Problem requirements: The listing below should be printed exactly, every line of it. Skip the pictures.

Start of Records to use

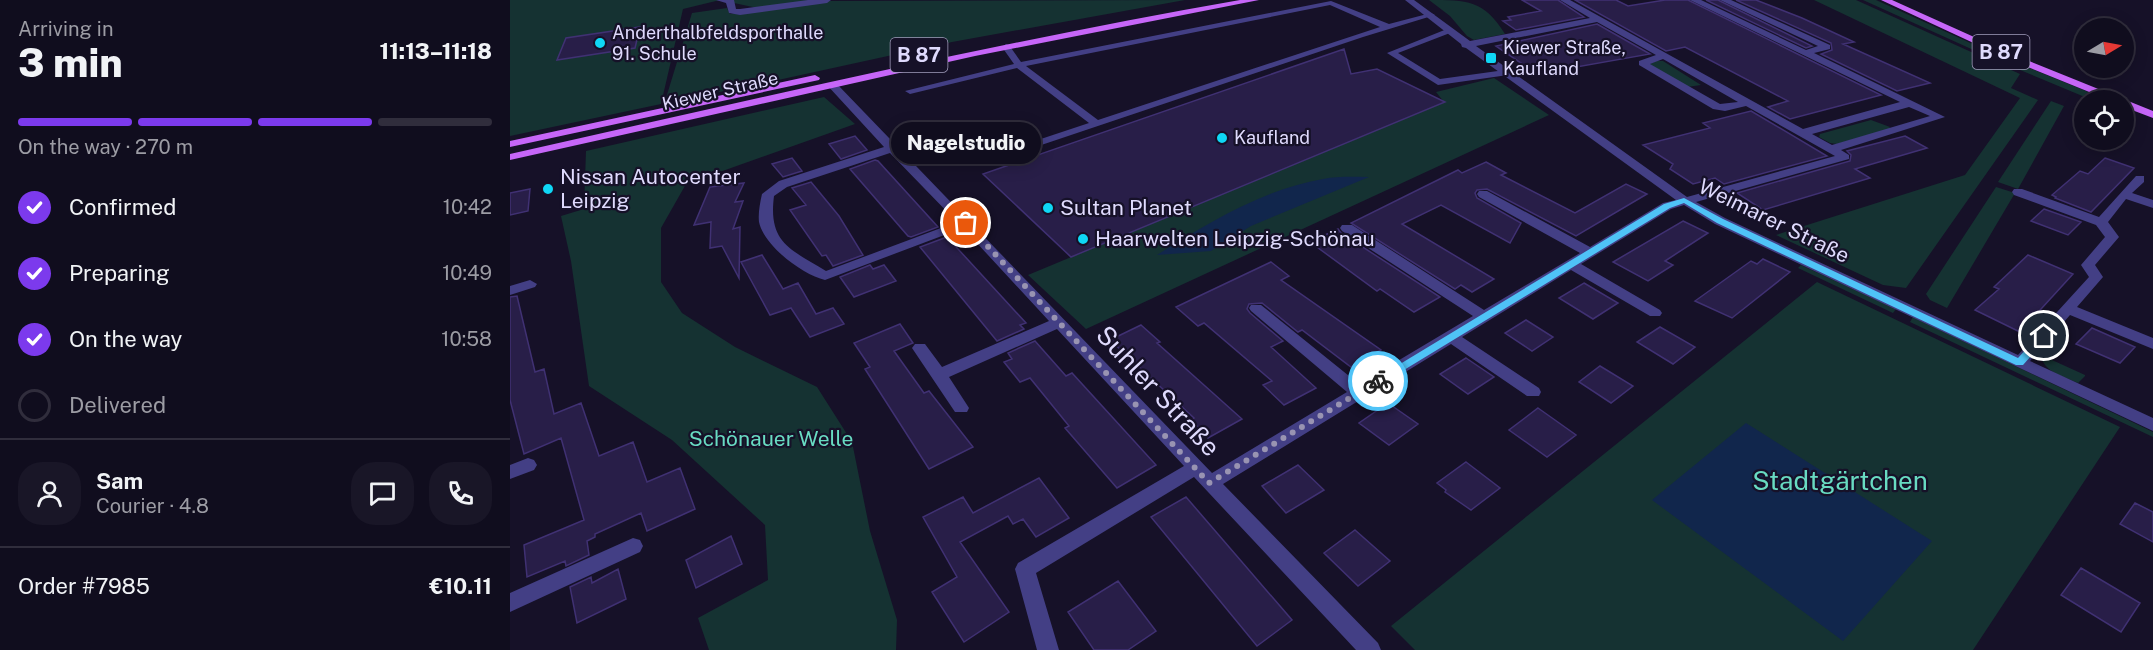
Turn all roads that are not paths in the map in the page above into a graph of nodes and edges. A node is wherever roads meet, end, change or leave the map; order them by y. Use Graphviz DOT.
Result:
graph roads {
  1 [pos="720,0"];
  2 [pos="827,0"];
  3 [pos="1207,0"];
  4 [pos="1255,0"];
  5 [pos="1409,0"];
  6 [pos="1564,0"];
  7 [pos="1724,0"];
  8 [pos="1885,0"];
  9 [pos="1699,1"];
  10 [pos="1431,15"];
  11 [pos="1598,19"];
  12 [pos="1770,21"];
  13 [pos="1748,26"];
  14 [pos="1388,27"];
  15 [pos="1447,31"];
  16 [pos="1465,45"];
  17 [pos="1006,47"];
  18 [pos="1804,53"];
  19 [pos="1664,56"];
  20 [pos="1019,66"];
  21 [pos="1505,73"];
  22 [pos="832,85"];
  23 [pos="1715,85"];
  24 [pos="2093,90"];
  25 [pos="910,91"];
  26 [pos="1689,91"];
  27 [pos="1747,103"];
  28 [pos="1910,103"];
  29 [pos="2134,107"];
  30 [pos="1872,114"];
  31 [pos="2153,114"];
  32 [pos="1097,124"];
  33 [pos="1902,129"];
  34 [pos="1802,133"];
  35 [pos="510,144"];
  36 [pos="894,148"];
  37 [pos="1831,149"];
  38 [pos="510,157"];
  39 [pos="988,160"];
  40 [pos="2140,179"];
  41 [pos="2018,192"];
  42 [pos="1483,194"];
  43 [pos="2124,194"];
  44 [pos="1684,200"];
  45 [pos="2153,204"];
  46 [pos="2101,222"];
  47 [pos="966,223"];
  48 [pos="1347,228"];
  49 [pos="1589,252"];
  50 [pos="1570,264"];
  51 [pos="530,284"];
  52 [pos="510,291"];
  53 [pos="1256,308"];
  54 [pos="2069,309"];
  55 [pos="1655,313"];
  56 [pos="1485,317"];
  57 [pos="1059,322"];
  58 [pos="1451,338"];
  59 [pos="2153,344"];
  60 [pos="920,348"];
  61 [pos="2019,363"];
  62 [pos="939,375"];
  63 [pos="1533,392"];
  64 [pos="1359,393"];
  65 [pos="961,408"];
  66 [pos="2153,425"];
  67 [pos="528,465"];
  68 [pos="1195,468"];
  69 [pos="510,472"];
  70 [pos="1209,483"];
  71 [pos="633,546"];
  72 [pos="510,603"];
  73 [pos="1048,650"];
  74 [pos="1370,650"];
  1 -- 2 [label="street"];
  3 -- 35 [label="main road, Kiewer Straße / B 87"];
  4 -- 17 [label="main road, Kiewer Straße / B 87"];
  5 -- 10 [label="street, Weimarer Straße"];
  6 -- 11 [label="street"];
  7 -- 12 [label="street"];
  8 -- 24 [label="main road, B 87"];
  9 -- 13 [label="street"];
  10 -- 14 [label="lane"];
  10 -- 15 [label="street, Weimarer Straße"];
  11 -- 16 [label="street"];
  11 -- 19 [label="street"];
  12 -- 13 [label="street"];
  12 -- 18 [label="street"];
  13 -- 18 [label="street"];
  14 -- 20 [label="lane"];
  14 -- 32 [label="lane"];
  15 -- 16 [label="street, Weimarer Straße"];
  15 -- 21 [label="lane"];
  16 -- 21 [label="street, Weimarer Straße"];
  17 -- 20 [label="lane"];
  17 -- 22 [label="main road, Kiewer Straße / B 87"];
  18 -- 28 [label="street"];
  19 -- 23 [label="street"];
  19 -- 26 [label="street"];
  20 -- 25 [label="lane"];
  20 -- 32 [label="lane"];
  21 -- 44 [label="street, Weimarer Straße"];
  22 -- 36 [label="street, Suhler Straße"];
  22 -- 38 [label="main road, Kiewer Straße / B 87"];
  23 -- 26 [label="street"];
  23 -- 27 [label="street"];
  26 -- 27 [label="street"];
  27 -- 34 [label="street"];
  28 -- 30 [label="street"];
  28 -- 33 [label="street"];
  29 -- 31 [label="main road"];
  30 -- 33 [label="street"];
  30 -- 34 [label="street"];
  32 -- 39 [label="lane"];
  33 -- 37 [label="street"];
  34 -- 37 [label="street"];
  36 -- 47 [label="street, Suhler Straße"];
  36 -- 47 [label="street"];
  37 -- 44 [label="street"];
  40 -- 43 [label="street"];
  41 -- 46 [label="street"];
  42 -- 49 [label="street"];
  43 -- 45 [label="street"];
  43 -- 46 [label="street"];
  44 -- 49 [label="street"];
  44 -- 61 [label="street, Weimarer Straße"];
  46 -- 54 [label="street"];
  47 -- 57 [label="street, Suhler Straße"];
  48 -- 56 [label="street"];
  49 -- 50 [label="street"];
  50 -- 55 [label="street"];
  50 -- 56 [label="street"];
  51 -- 52 [label="street"];
  53 -- 64 [label="street"];
  54 -- 59 [label="street"];
  54 -- 61 [label="street"];
  56 -- 58 [label="street"];
  57 -- 62 [label="street"];
  57 -- 68 [label="street, Suhler Straße"];
  58 -- 63 [label="street"];
  58 -- 64 [label="street"];
  60 -- 62 [label="street"];
  61 -- 66 [label="street, Weimarer Straße"];
  62 -- 65 [label="street"];
  64 -- 70 [label="street"];
  67 -- 69 [label="street"];
  68 -- 70 [label="street, Suhler Straße"];
  68 -- 73 [label="street"];
  70 -- 74 [label="street, Suhler Straße"];
  71 -- 72 [label="street"];
}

End of Records to use

Response:
Turn all roads that are not paths in the map in the page above into a graph of nodes and edges. A node is wherever roads meet, end, change or leave the map; order them by y. Use Graphviz DOT.
Result:
graph roads {
  1 [pos="720,0"];
  2 [pos="827,0"];
  3 [pos="1207,0"];
  4 [pos="1255,0"];
  5 [pos="1409,0"];
  6 [pos="1564,0"];
  7 [pos="1724,0"];
  8 [pos="1885,0"];
  9 [pos="1699,1"];
  10 [pos="1431,15"];
  11 [pos="1598,19"];
  12 [pos="1770,21"];
  13 [pos="1748,26"];
  14 [pos="1388,27"];
  15 [pos="1447,31"];
  16 [pos="1465,45"];
  17 [pos="1006,47"];
  18 [pos="1804,53"];
  19 [pos="1664,56"];
  20 [pos="1019,66"];
  21 [pos="1505,73"];
  22 [pos="832,85"];
  23 [pos="1715,85"];
  24 [pos="2093,90"];
  25 [pos="910,91"];
  26 [pos="1689,91"];
  27 [pos="1747,103"];
  28 [pos="1910,103"];
  29 [pos="2134,107"];
  30 [pos="1872,114"];
  31 [pos="2153,114"];
  32 [pos="1097,124"];
  33 [pos="1902,129"];
  34 [pos="1802,133"];
  35 [pos="510,144"];
  36 [pos="894,148"];
  37 [pos="1831,149"];
  38 [pos="510,157"];
  39 [pos="988,160"];
  40 [pos="2140,179"];
  41 [pos="2018,192"];
  42 [pos="1483,194"];
  43 [pos="2124,194"];
  44 [pos="1684,200"];
  45 [pos="2153,204"];
  46 [pos="2101,222"];
  47 [pos="966,223"];
  48 [pos="1347,228"];
  49 [pos="1589,252"];
  50 [pos="1570,264"];
  51 [pos="530,284"];
  52 [pos="510,291"];
  53 [pos="1256,308"];
  54 [pos="2069,309"];
  55 [pos="1655,313"];
  56 [pos="1485,317"];
  57 [pos="1059,322"];
  58 [pos="1451,338"];
  59 [pos="2153,344"];
  60 [pos="920,348"];
  61 [pos="2019,363"];
  62 [pos="939,375"];
  63 [pos="1533,392"];
  64 [pos="1359,393"];
  65 [pos="961,408"];
  66 [pos="2153,425"];
  67 [pos="528,465"];
  68 [pos="1195,468"];
  69 [pos="510,472"];
  70 [pos="1209,483"];
  71 [pos="633,546"];
  72 [pos="510,603"];
  73 [pos="1048,650"];
  74 [pos="1370,650"];
  1 -- 2 [label="street"];
  3 -- 35 [label="main road, Kiewer Straße / B 87"];
  4 -- 17 [label="main road, Kiewer Straße / B 87"];
  5 -- 10 [label="street, Weimarer Straße"];
  6 -- 11 [label="street"];
  7 -- 12 [label="street"];
  8 -- 24 [label="main road, B 87"];
  9 -- 13 [label="street"];
  10 -- 14 [label="lane"];
  10 -- 15 [label="street, Weimarer Straße"];
  11 -- 16 [label="street"];
  11 -- 19 [label="street"];
  12 -- 13 [label="street"];
  12 -- 18 [label="street"];
  13 -- 18 [label="street"];
  14 -- 20 [label="lane"];
  14 -- 32 [label="lane"];
  15 -- 16 [label="street, Weimarer Straße"];
  15 -- 21 [label="lane"];
  16 -- 21 [label="street, Weimarer Straße"];
  17 -- 20 [label="lane"];
  17 -- 22 [label="main road, Kiewer Straße / B 87"];
  18 -- 28 [label="street"];
  19 -- 23 [label="street"];
  19 -- 26 [label="street"];
  20 -- 25 [label="lane"];
  20 -- 32 [label="lane"];
  21 -- 44 [label="street, Weimarer Straße"];
  22 -- 36 [label="street, Suhler Straße"];
  22 -- 38 [label="main road, Kiewer Straße / B 87"];
  23 -- 26 [label="street"];
  23 -- 27 [label="street"];
  26 -- 27 [label="street"];
  27 -- 34 [label="street"];
  28 -- 30 [label="street"];
  28 -- 33 [label="street"];
  29 -- 31 [label="main road"];
  30 -- 33 [label="street"];
  30 -- 34 [label="street"];
  32 -- 39 [label="lane"];
  33 -- 37 [label="street"];
  34 -- 37 [label="street"];
  36 -- 47 [label="street, Suhler Straße"];
  36 -- 47 [label="street"];
  37 -- 44 [label="street"];
  40 -- 43 [label="street"];
  41 -- 46 [label="street"];
  42 -- 49 [label="street"];
  43 -- 45 [label="street"];
  43 -- 46 [label="street"];
  44 -- 49 [label="street"];
  44 -- 61 [label="street, Weimarer Straße"];
  46 -- 54 [label="street"];
  47 -- 57 [label="street, Suhler Straße"];
  48 -- 56 [label="street"];
  49 -- 50 [label="street"];
  50 -- 55 [label="street"];
  50 -- 56 [label="street"];
  51 -- 52 [label="street"];
  53 -- 64 [label="street"];
  54 -- 59 [label="street"];
  54 -- 61 [label="street"];
  56 -- 58 [label="street"];
  57 -- 62 [label="street"];
  57 -- 68 [label="street, Suhler Straße"];
  58 -- 63 [label="street"];
  58 -- 64 [label="street"];
  60 -- 62 [label="street"];
  61 -- 66 [label="street, Weimarer Straße"];
  62 -- 65 [label="street"];
  64 -- 70 [label="street"];
  67 -- 69 [label="street"];
  68 -- 70 [label="street, Suhler Straße"];
  68 -- 73 [label="street"];
  70 -- 74 [label="street, Suhler Straße"];
  71 -- 72 [label="street"];
}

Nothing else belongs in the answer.